So some believe because that’s what their parents taught them, and some believe because they’ve examined the evidence and been convinced by it. Some, however, are impatient with all these logical arguments. They would say, “I believe because I’ve met the risen Jesus myself”. Archbishop Anthony Bloom was one of those people. He was a medical student in Paris during World War Two, and not a believer. One day, however. he went to hear a talk about the gospels given by a priest, and he was surprised and disturbed to find himself attracted by what the man said. This made him angry, but he couldn’t dismiss it. So when he went home, he sat down at his desk to read the gospel of Mark. He had only just begun to read, he said, when he became strongly aware of a presence in the room with him; he couldn’t see anyone, but he was as sure that there was someone there as he was of his own existence, and he knew instinctively that it was the risen Christ. This experience – not logical argument – was powerful enough to turn this agnostic into a Christian.

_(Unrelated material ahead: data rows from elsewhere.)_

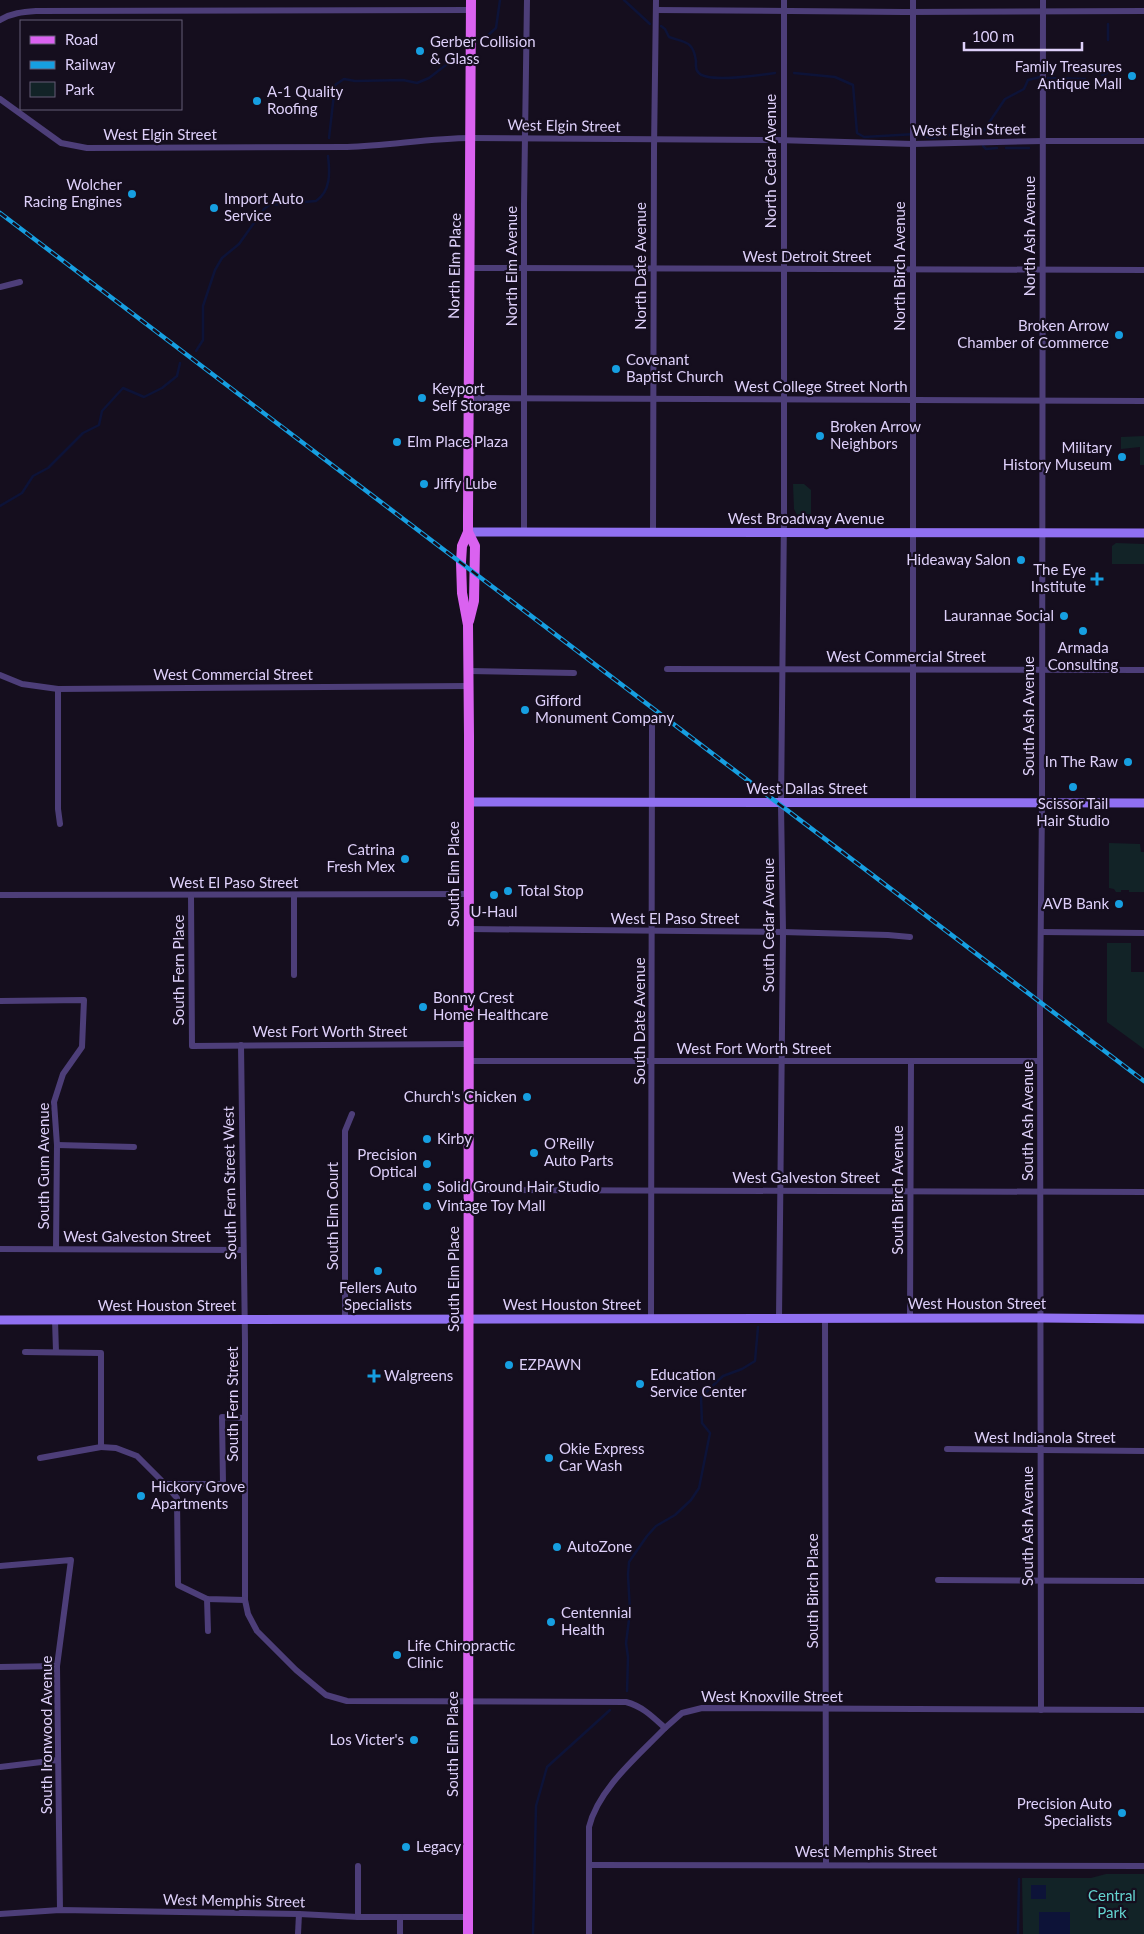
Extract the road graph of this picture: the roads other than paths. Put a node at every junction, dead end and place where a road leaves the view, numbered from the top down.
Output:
1 (527, 0) edge
2 (656, 0) edge
3 (784, 0) edge
4 (913, 0) edge
5 (1043, 0) edge
6 (471, 5) edge
7 (656, 10) junction
8 (784, 11) junction
9 (1144, 11) edge
10 (913, 12) junction
11 (1043, 12) junction
12 (0, 20) edge
13 (0, 99) edge
14 (471, 138) junction
15 (525, 139) junction
16 (654, 140) junction
17 (784, 140) junction
18 (913, 141) junction
19 (1043, 141) junction
20 (1144, 141) edge
21 (471, 268) junction
22 (524, 270) junction
23 (653, 270) junction
24 (783, 270) junction
25 (913, 270) junction
26 (1042, 270) junction
27 (1144, 270) edge
28 (20, 282) dead end
29 (0, 286) edge
30 (469, 398) junction
31 (524, 399) junction
32 (653, 399) junction
33 (783, 399) junction
34 (913, 400) junction
35 (1043, 400) junction
36 (1144, 400) edge
37 (468, 532) junction
38 (784, 532) junction
39 (524, 533) junction
40 (653, 533) junction
41 (913, 533) junction
42 (1042, 533) junction
43 (1144, 533) edge
44 (668, 669) dead end
45 (782, 669) junction
46 (912, 669) junction
47 (1042, 670) junction
48 (1144, 670) edge
49 (468, 671) junction
50 (574, 673) dead end
51 (0, 675) edge
52 (468, 686) junction
53 (58, 689) junction
54 (652, 724) dead end
55 (469, 802) junction
56 (781, 802) junction
57 (652, 803) junction
58 (913, 803) junction
59 (1042, 803) junction
60 (1144, 803) edge
61 (60, 824) dead end
62 (469, 894) junction
63 (0, 895) edge
64 (192, 895) junction
65 (294, 895) junction
66 (469, 930) junction
67 (653, 932) junction
68 (783, 932) junction
69 (1041, 932) junction
70 (1144, 933) edge
71 (910, 938) dead end
72 (294, 976) dead end
73 (0, 1001) edge
74 (469, 1044) junction
75 (241, 1045) junction
76 (192, 1046) joint
77 (469, 1061) junction
78 (652, 1061) junction
79 (781, 1061) junction
80 (911, 1061) junction
81 (1040, 1061) junction
82 (352, 1114) dead end
83 (57, 1145) junction
84 (134, 1147) dead end
85 (468, 1190) junction
86 (652, 1191) junction
87 (780, 1191) junction
88 (911, 1191) junction
89 (1040, 1192) junction
90 (1144, 1192) edge
91 (0, 1249) edge
92 (56, 1249) junction
93 (243, 1250) junction
94 (651, 1318) junction
95 (778, 1318) junction
96 (825, 1318) junction
97 (910, 1318) junction
98 (1041, 1318) junction
99 (346, 1319) junction
100 (468, 1319) junction
101 (1144, 1319) edge
102 (0, 1320) edge
103 (55, 1320) junction
104 (244, 1320) junction
105 (25, 1352) dead end
106 (56, 1352) junction
107 (245, 1418) junction
108 (101, 1447) junction
109 (947, 1449) dead end
110 (1040, 1451) junction
111 (1144, 1451) edge
112 (40, 1458) dead end
113 (165, 1484) junction
114 (0, 1566) edge
115 (938, 1580) dead end
116 (1041, 1581) junction
117 (1144, 1581) edge
118 (207, 1599) junction
119 (245, 1600) junction
120 (208, 1630) dead end
121 (57, 1666) junction
122 (0, 1667) edge
123 (468, 1700) junction
124 (826, 1709) junction
125 (1040, 1710) junction
126 (1144, 1710) edge
127 (665, 1728) junction
128 (58, 1760) junction
129 (0, 1767) edge
130 (826, 1864) junction
131 (589, 1865) junction
132 (358, 1866) dead end
133 (1144, 1866) edge
134 (60, 1910) junction
135 (0, 1914) edge
136 (299, 1914) junction
137 (358, 1917) junction
138 (400, 1918) junction
139 (468, 1918) junction
140 (298, 1934) edge
141 (400, 1934) edge
142 (468, 1934) edge
143 (589, 1934) edge

1 - 15 street, North Elm Avenue
2 - 7 street, North Date Avenue
3 - 8 street, North Cedar Avenue
4 - 10 street, North Birch Avenue
5 - 11 street, North Ash Avenue
6 - 12 street
6 - 14 main road, North Elm Place
7 - 8 street
7 - 16 street, North Date Avenue
8 - 10 street
8 - 17 street, North Cedar Avenue
9 - 11 street
10 - 11 street
10 - 18 street, North Birch Avenue
11 - 19 street, North Ash Avenue
13 - 14 street, West Elgin Street
14 - 15 street, West Elgin Street
14 - 21 main road, North Elm Place
15 - 16 street, West Elgin Street
15 - 22 street, North Elm Avenue
16 - 17 street, West Elgin Street
16 - 23 street, North Date Avenue
17 - 18 street, West Elgin Street
17 - 24 street, North Cedar Avenue
18 - 19 street, West Elgin Street
18 - 25 street, North Birch Avenue
19 - 20 street, West Elgin Street
19 - 26 street, North Ash Avenue
21 - 22 street, West Detroit Street
21 - 30 main road, North Elm Place
22 - 23 street, West Detroit Street
22 - 31 street, North Elm Avenue
23 - 24 street, West Detroit Street
23 - 32 street, North Date Avenue
24 - 25 street, West Detroit Street
24 - 33 street, North Cedar Avenue
25 - 26 street, West Detroit Street
25 - 34 street, North Birch Avenue
26 - 27 street, West Detroit Street
26 - 35 street, North Ash Avenue
28 - 29 street
30 - 31 street, West College Street North
30 - 37 main road, North Elm Place
31 - 32 street, West College Street North
31 - 39 street, North Elm Avenue
32 - 33 street, West College Street North
32 - 40 street, North Date Avenue
33 - 34 street, West College Street North
33 - 38 street, North Cedar Avenue
34 - 35 street, West College Street North
34 - 41 street, North Birch Avenue
35 - 36 street, West College Street North
35 - 42 street, North Ash Avenue
37 - 39 street, West Broadway Avenue
37 - 49 main road, South Elm Place
38 - 40 street, West Broadway Avenue
38 - 41 street, West Broadway Avenue
38 - 45 street, South Cedar Avenue
39 - 40 street, West Broadway Avenue
41 - 42 street, West Broadway Avenue
41 - 46 street
42 - 43 street, West Broadway Avenue
42 - 47 street, South Ash Avenue
44 - 45 street, West Commercial Street
45 - 46 street, West Commercial Street
45 - 56 street, South Cedar Avenue
46 - 47 street, West Commercial Street
46 - 58 street
47 - 48 street, West Commercial Street
47 - 59 street, South Ash Avenue
49 - 50 street
49 - 52 main road, South Elm Place
51 - 53 street, West Commercial Street
52 - 53 street, West Commercial Street
52 - 55 main road, South Elm Place
53 - 61 street
54 - 57 street, South Date Avenue
55 - 57 street, West Dallas Street
55 - 62 main road, South Elm Place
56 - 57 street, West Dallas Street
56 - 58 street, West Dallas Street
56 - 68 street, South Cedar Avenue
57 - 67 street, South Date Avenue
58 - 59 street, West Dallas Street
59 - 60 street, West Dallas Street
59 - 69 street, South Ash Avenue
62 - 65 street, West El Paso Street
62 - 66 main road, South Elm Place
63 - 64 street, West El Paso Street
64 - 65 street, West El Paso Street
64 - 76 street, South Fern Place
65 - 72 street
66 - 67 street, West El Paso Street
66 - 74 main road, South Elm Place
67 - 68 street, West El Paso Street
67 - 78 street, South Date Avenue
68 - 71 street, West El Paso Street
68 - 79 street, South Cedar Avenue
69 - 70 street
69 - 81 street, South Ash Avenue
73 - 83 street, South Gum Avenue
74 - 75 street, West Fort Worth Street
74 - 77 main road, South Elm Place
75 - 76 street, West Fort Worth Street
75 - 93 street, South Fern Street West
77 - 78 street, West Fort Worth Street
77 - 85 main road, South Elm Place
78 - 79 street, West Fort Worth Street
78 - 86 street, South Date Avenue
79 - 80 street, West Fort Worth Street
79 - 87 street, South Cedar Avenue
80 - 81 street, West Fort Worth Street
80 - 88 street, South Birch Avenue
81 - 89 street, South Ash Avenue
82 - 99 street, South Elm Court
83 - 84 street
83 - 92 street, South Gum Avenue
85 - 86 street, West Galveston Street
85 - 100 main road, South Elm Place
86 - 87 street, West Galveston Street
86 - 94 street, South Date Avenue
87 - 88 street, West Galveston Street
87 - 95 street, South Cedar Avenue
88 - 89 street, West Galveston Street
88 - 97 street, South Birch Avenue
89 - 90 street, West Galveston Street
89 - 98 street, South Ash Avenue
91 - 92 street, West Galveston Street
92 - 93 street, West Galveston Street
93 - 104 street, South Fern Street West
94 - 95 street, West Houston Street
94 - 100 street, West Houston Street
95 - 96 street, West Houston Street
96 - 97 street, West Houston Street
96 - 124 street, South Birch Place
97 - 98 street, West Houston Street
98 - 101 street, West Houston Street
98 - 110 street, South Ash Avenue
99 - 100 street, West Houston Street
99 - 104 street, West Houston Street
100 - 123 main road, South Elm Place
102 - 103 street, West Houston Street
103 - 104 street, West Houston Street
103 - 106 street
104 - 107 street, South Fern Street
105 - 106 street
106 - 108 street
107 - 113 street
107 - 119 street, South Fern Street
108 - 112 street
108 - 113 street
109 - 110 street, West Indianola Street
110 - 111 street, West Indianola Street
110 - 116 street, South Ash Avenue
113 - 118 street
114 - 121 street, South Ironwood Avenue
115 - 116 street
116 - 117 street
116 - 125 street, South Ash Avenue
118 - 119 street
118 - 120 street
119 - 123 street, South Fern Street
121 - 122 street
121 - 128 street, South Ironwood Avenue
123 - 127 street
123 - 139 main road, South Elm Place
124 - 125 street, West Knoxville Street
124 - 127 street, West Knoxville Street
124 - 130 street, South Birch Place
125 - 126 street, West Knoxville Street
127 - 131 street
128 - 129 street
128 - 134 street, South Ironwood Avenue
130 - 131 street, West Memphis Street
130 - 133 street, West Memphis Street
131 - 143 street
132 - 137 street
134 - 135 street, West Memphis Street
134 - 136 street, West Memphis Street
136 - 137 street, West Memphis Street
136 - 140 street
137 - 138 street, West Memphis Street
138 - 139 street, West Memphis Street
138 - 141 street
139 - 142 main road, South Elm Place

Some Christians do have experiences like that. Most of us don’t; our sense of the presence of Christ is more subtle. For me, I find that most of the time he’s there quietly in the background; I don’t tend to notice him unless I stop and pay attention, and then I realize he’s been there all the time. And I find that intriguing. Once again, I can choose to ignore him if I want, and the more I do that, the less obvious he is. But if I choose to pay attention to him, over time, my sense of him seems to grow.

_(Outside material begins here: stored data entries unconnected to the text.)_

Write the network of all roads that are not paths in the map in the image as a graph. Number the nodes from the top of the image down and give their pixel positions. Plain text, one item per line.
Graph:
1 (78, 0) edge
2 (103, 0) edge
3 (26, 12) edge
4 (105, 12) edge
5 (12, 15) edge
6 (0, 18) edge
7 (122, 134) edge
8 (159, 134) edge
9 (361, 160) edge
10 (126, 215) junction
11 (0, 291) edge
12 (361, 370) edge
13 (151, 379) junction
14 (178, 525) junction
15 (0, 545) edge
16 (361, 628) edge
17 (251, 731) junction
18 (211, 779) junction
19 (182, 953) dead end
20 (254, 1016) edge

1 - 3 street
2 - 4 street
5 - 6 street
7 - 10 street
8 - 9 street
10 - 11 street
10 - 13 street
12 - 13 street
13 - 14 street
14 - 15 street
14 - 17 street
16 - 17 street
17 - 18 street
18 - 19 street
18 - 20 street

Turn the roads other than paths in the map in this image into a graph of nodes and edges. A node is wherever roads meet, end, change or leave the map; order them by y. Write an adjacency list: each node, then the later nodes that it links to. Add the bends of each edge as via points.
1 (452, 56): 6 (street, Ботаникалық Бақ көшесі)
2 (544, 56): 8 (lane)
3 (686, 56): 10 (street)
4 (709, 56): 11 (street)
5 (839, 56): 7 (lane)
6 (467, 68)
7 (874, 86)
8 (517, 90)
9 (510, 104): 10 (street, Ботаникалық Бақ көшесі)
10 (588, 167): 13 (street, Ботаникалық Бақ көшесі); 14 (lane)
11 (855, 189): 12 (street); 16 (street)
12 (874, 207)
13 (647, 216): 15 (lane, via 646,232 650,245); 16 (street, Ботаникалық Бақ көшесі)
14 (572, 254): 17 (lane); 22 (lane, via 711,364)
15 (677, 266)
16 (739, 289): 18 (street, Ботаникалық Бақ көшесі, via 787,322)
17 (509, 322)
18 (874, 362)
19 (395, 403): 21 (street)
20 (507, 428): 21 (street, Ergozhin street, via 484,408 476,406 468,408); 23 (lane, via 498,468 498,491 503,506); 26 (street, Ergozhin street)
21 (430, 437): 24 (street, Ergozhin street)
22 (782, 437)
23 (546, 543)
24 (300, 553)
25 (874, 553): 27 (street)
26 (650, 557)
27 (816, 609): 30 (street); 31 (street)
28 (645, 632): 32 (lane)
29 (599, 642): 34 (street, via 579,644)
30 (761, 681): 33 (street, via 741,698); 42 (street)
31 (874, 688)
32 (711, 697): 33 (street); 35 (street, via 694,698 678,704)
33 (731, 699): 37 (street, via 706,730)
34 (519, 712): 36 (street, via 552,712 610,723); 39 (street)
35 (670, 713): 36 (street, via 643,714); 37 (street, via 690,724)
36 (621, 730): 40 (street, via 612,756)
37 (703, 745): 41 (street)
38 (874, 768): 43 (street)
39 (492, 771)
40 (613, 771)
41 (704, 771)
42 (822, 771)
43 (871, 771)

But there’s one more reason for faith I’d like to share with you this morning. For me, this is the most powerful one. There’s a scene in John chapter six where disciples start leaving Jesus because they can’t make sense of what he’s saying about eating his flesh and drinking his blood; its offensive and revolting to them.

‘So Jesus asked the twelve, “Do you also wish to go away?” Simon Peter answered him, “Lord, to whom can we go? You have the words of eternal life. We have come to believe and know that you are the Holy One of God”’ (John 6:67-69).

These verses really ring true for me. I believe in Jesus because I find his life and teaching so compelling. When he says, ‘What good is it to you to gain the whole world and lose your soul?’ my heart is shouting out a big ‘Amen!’ When he says, ‘a person’s life doesn’t consist of the abundance of their possessions’, it’s obvious to me that that’s true. When he says that the most important things in life are to love God and love your neighbour, I think, “Well, duh! Of course! Why can’t everyone see that?”

And it’s not just his words – it’s his life too. The way he reaches out to everyone, rich and poor, men and women, sinners and saints. The way he loves the people no one else loves. The way he includes women and children. The way he refuses to hate people his society tells him he should hate, like enemy soldiers or tax collectors. Hebrews tells us that Jesus is ‘the image of the invisible God’, and I believe that to be profoundly true; I just know in my heart that if there is a God, he has to be like Jesus. ‘Like Father, like Son’.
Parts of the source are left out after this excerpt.